The injuries have pushed the athletes to continue on with their passion of riding and aligned perfectly with the Burton philosophy of accessibility, adjustability, and durability.
Mike Schultz. 2019 World Para Snowboard Champion
In 2019 Mike won his first gold in Wold Para Snowboard Championship in Pyha, Finland following his great success at the 2018 Winter Paralympics where Mike brought home gold and silver snowboarding medals.
Mike is also the founder BioDapt Inc, a prosthetics business. He is the architect behind some of the most cutting edge prosthetic components out there and has now been collaborating with engineers to create a boot that will allow the ankle the ability to change angles and to have a Burton-inspired insole which means more movement of the foot.
Kiana Clay. Adaptive snowboarder
Kiana competes in adaptive snowboarding, surfing, and motocross, and hopes to qualify for the US Paralympic team.
Since her accident Kiana has fully adapted to the one handed lifestyle. She's learned how to write and draw again, as well as play Xbox with her feet, put her hair up with a doorknob, and live everyday life as normal as anyone else would.
“Binding up my boots has always been a struggle and slowed me down in the mornings. I used to have to use my teeth to tighten my inner boot, but Doyle and Maggie came up with a much more efficient and faster system for me.”
– Kiana Clay, Snowboard competitor, 2022 Paralympics hopeful
Burton and Microsoft are working together to enable people to achieve more by building a rewarding, collaborative, high-performance community. And the collaboration between the athletes, students and Doyle is what makes this project so exciting.
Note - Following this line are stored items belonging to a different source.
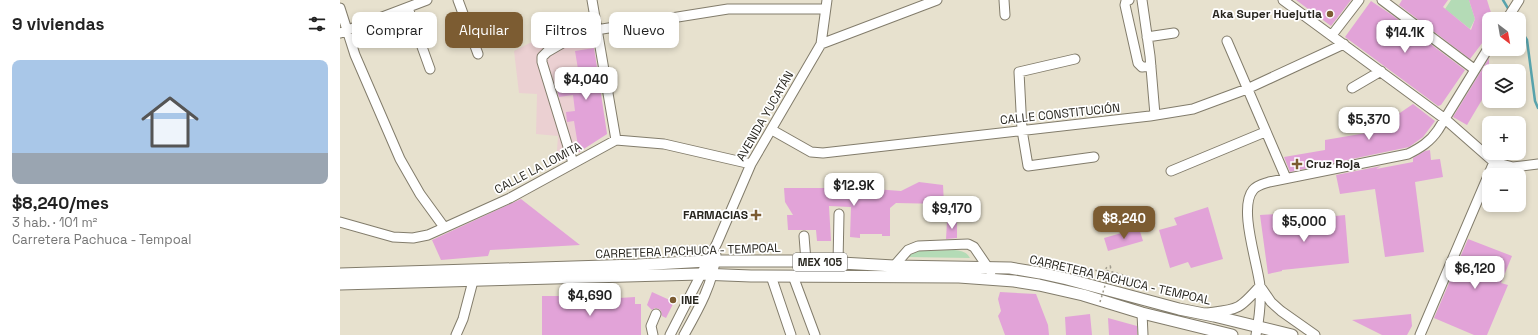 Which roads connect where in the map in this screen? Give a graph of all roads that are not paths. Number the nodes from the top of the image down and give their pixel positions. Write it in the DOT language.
graph roads {
  1 [pos="427,0"];
  2 [pos="458,0"];
  3 [pos="592,0"];
  4 [pos="937,0"];
  5 [pos="1004,0"];
  6 [pos="1129,0"];
  7 [pos="1142,0"];
  8 [pos="1283,0"];
  9 [pos="1359,0"];
  10 [pos="1382,0"];
  11 [pos="1518,1"];
  12 [pos="826,4"];
  13 [pos="340,8"];
  14 [pos="408,8"];
  15 [pos="594,12"];
  16 [pos="1511,12"];
  17 [pos="1005,15"];
  18 [pos="601,26"];
  19 [pos="343,32"];
  20 [pos="1174,33"];
  21 [pos="1332,35"];
  22 [pos="1148,37"];
  23 [pos="1227,41"];
  24 [pos="821,44"];
  25 [pos="1344,44"];
  26 [pos="554,48"];
  27 [pos="600,48"];
  28 [pos="478,54"];
  29 [pos="1483,56"];
  30 [pos="1075,59"];
  31 [pos="1151,66"];
  32 [pos="430,69"];
  33 [pos="1474,69"];
  34 [pos="1381,71"];
  35 [pos="1352,88"];
  36 [pos="1247,89"];
  37 [pos="1155,115"];
  38 [pos="1445,119"];
  39 [pos="772,130"];
  40 [pos="1022,130"];
  41 [pos="1265,132"];
  42 [pos="616,140"];
  43 [pos="1094,157"];
  44 [pos="1494,162"];
  45 [pos="573,163"];
  46 [pos="751,164"];
  47 [pos="1538,164"];
  48 [pos="1171,171"];
  49 [pos="1286,178"];
  50 [pos="839,214"];
  51 [pos="340,222"];
  52 [pos="444,227"];
  53 [pos="804,236"];
  54 [pos="711,261"];
  55 [pos="804,261"];
  56 [pos="838,264"];
  57 [pos="988,267"];
  58 [pos="893,271"];
  59 [pos="578,272"];
  60 [pos="340,274"];
  61 [pos="705,274"];
  62 [pos="797,275"];
  63 [pos="771,276"];
  64 [pos="997,279"];
  65 [pos="473,281"];
  66 [pos="340,284"];
  67 [pos="1260,286"];
  68 [pos="1142,313"];
  69 [pos="1201,313"];
  70 [pos="656,314"];
  71 [pos="1257,331"];
  72 [pos="456,335"];
  73 [pos="653,335"];
  74 [pos="670,335"];
  75 [pos="684,335"];
  76 [pos="791,335"];
  77 [pos="815,335"];
  78 [pos="1143,335"];
  79 [pos="1232,335"];
  80 [pos="1292,335"];
  81 [pos="1315,335"];
  82 [pos="1420,335"];
  1 -- 14 [label="street"];
  2 -- 28 [label="street"];
  3 -- 15 [label="street"];
  4 -- 24 [label="street"];
  5 -- 17 [label="street"];
  6 -- 31 [label="street"];
  7 -- 22 [label="street"];
  8 -- 21 [label="street"];
  9 -- 21 [label="street"];
  10 -- 33 [label="street"];
  11 -- 16 [label="street"];
  12 -- 18 [label="street"];
  12 -- 24 [label="street, AVENIDA YUCATÁN"];
  13 -- 19 [label="street"];
  14 -- 19 [label="street"];
  14 -- 32 [label="street"];
  19 -- 52 [label="street"];
  20 -- 22 [label="street"];
  21 -- 25 [label="street"];
  22 -- 31 [label="street"];
  23 -- 36 [label="street"];
  24 -- 39 [label="street, AVENIDA YUCATÁN"];
  25 -- 34 [label="street"];
  25 -- 36 [label="street, CALLE CONSTITUCIÓN"];
  26 -- 45 [label="street"];
  27 -- 42 [label="street"];
  29 -- 33 [label="street"];
  30 -- 40 [label="street"];
  31 -- 37 [label="street"];
  33 -- 38 [label="street"];
  34 -- 35 [label="street"];
  34 -- 38 [label="street"];
  36 -- 37 [label="street, CALLE CONSTITUCIÓN"];
  36 -- 41 [label="street"];
  37 -- 40 [label="street, CALLE CONSTITUCIÓN"];
  38 -- 44 [label="street"];
  38 -- 49 [label="street"];
  39 -- 40 [label="street, CALLE CONSTITUCIÓN"];
  39 -- 46 [label="street, AVENIDA YUCATÁN"];
  40 -- 43 [label="street"];
  41 -- 48 [label="street"];
  41 -- 49 [label="street"];
  42 -- 45 [label="street, CALLE LA LOMITA"];
  42 -- 46 [label="street"];
  44 -- 47 [label="street"];
  44 -- 82 [label="street"];
  45 -- 52 [label="street, CALLE LA LOMITA"];
  46 -- 54 [label="street, AVENIDA YUCATÁN"];
  49 -- 67 [label="street"];
  50 -- 56 [label="street"];
  51 -- 52 [label="street, CALLE LA LOMITA"];
  53 -- 55 [label="street"];
  54 -- 55 [label="main road, CARRETERA PACHUCA - TEMPOAL / MEX 105"];
  54 -- 59 [label="main road, CARRETERA PACHUCA - TEMPOAL / MEX 105"];
  54 -- 61 [label="street, AVENIDA YUCATÁN"];
  55 -- 56 [label="main road, CARRETERA PACHUCA - TEMPOAL / MEX 105"];
  55 -- 62 [label="main road"];
  56 -- 58 [label="main road, CARRETERA PACHUCA - TEMPOAL / MEX 105"];
  57 -- 58 [label="main road, CARRETERA PACHUCA - TEMPOAL / MEX 105"];
  57 -- 58 [label="street"];
  57 -- 64 [label="street"];
  57 -- 69 [label="main road, CARRETERA PACHUCA - TEMPOAL / MEX 105"];
  58 -- 62 [label="main road, CARRETERA PACHUCA - TEMPOAL / MEX 105"];
  58 -- 64 [label="main road, CARRETERA PACHUCA - TEMPOAL / MEX 105"];
  59 -- 60 [label="main road, CARRETERA PACHUCA - TEMPOAL / MEX 105"];
  59 -- 61 [label="main road, CARRETERA PACHUCA - TEMPOAL / MEX 105"];
  59 -- 65 [label="main road, CARRETERA PACHUCA - TEMPOAL / MEX 105"];
  61 -- 63 [label="main road, CARRETERA PACHUCA - TEMPOAL / MEX 105"];
  61 -- 74 [label="street"];
  61 -- 75 [label="street"];
  62 -- 63 [label="main road, CARRETERA PACHUCA - TEMPOAL / MEX 105"];
  62 -- 77 [label="street"];
  63 -- 76 [label="street"];
  64 -- 68 [label="main road, CARRETERA PACHUCA - TEMPOAL / MEX 105"];
  65 -- 66 [label="main road, CARRETERA PACHUCA - TEMPOAL / MEX 105"];
  65 -- 72 [label="street"];
  67 -- 69 [label="street"];
  67 -- 71 [label="street"];
  67 -- 81 [label="street"];
  68 -- 78 [label="street"];
  68 -- 79 [label="main road, CARRETERA PACHUCA - TEMPOAL / MEX 105"];
  69 -- 71 [label="main road, CARRETERA PACHUCA - TEMPOAL / MEX 105"];
  70 -- 73 [label="street"];
  71 -- 80 [label="main road, CARRETERA PACHUCA - TEMPOAL / MEX 105"];
}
Being an athlete and winning gold medals—that’s pretty rad. But when I can personally help somebody, it’s much bigger.Mike Schultz, Gold medalist, 2018 Winter Paralympics
The data and insights that Mike and Kiana bring to the project will form the foundation to build a snowboarding community that’s more inclusive of all abilities.
It’s an ambitious goal—and one that’s as rewarding for the engineers as it is for the riders.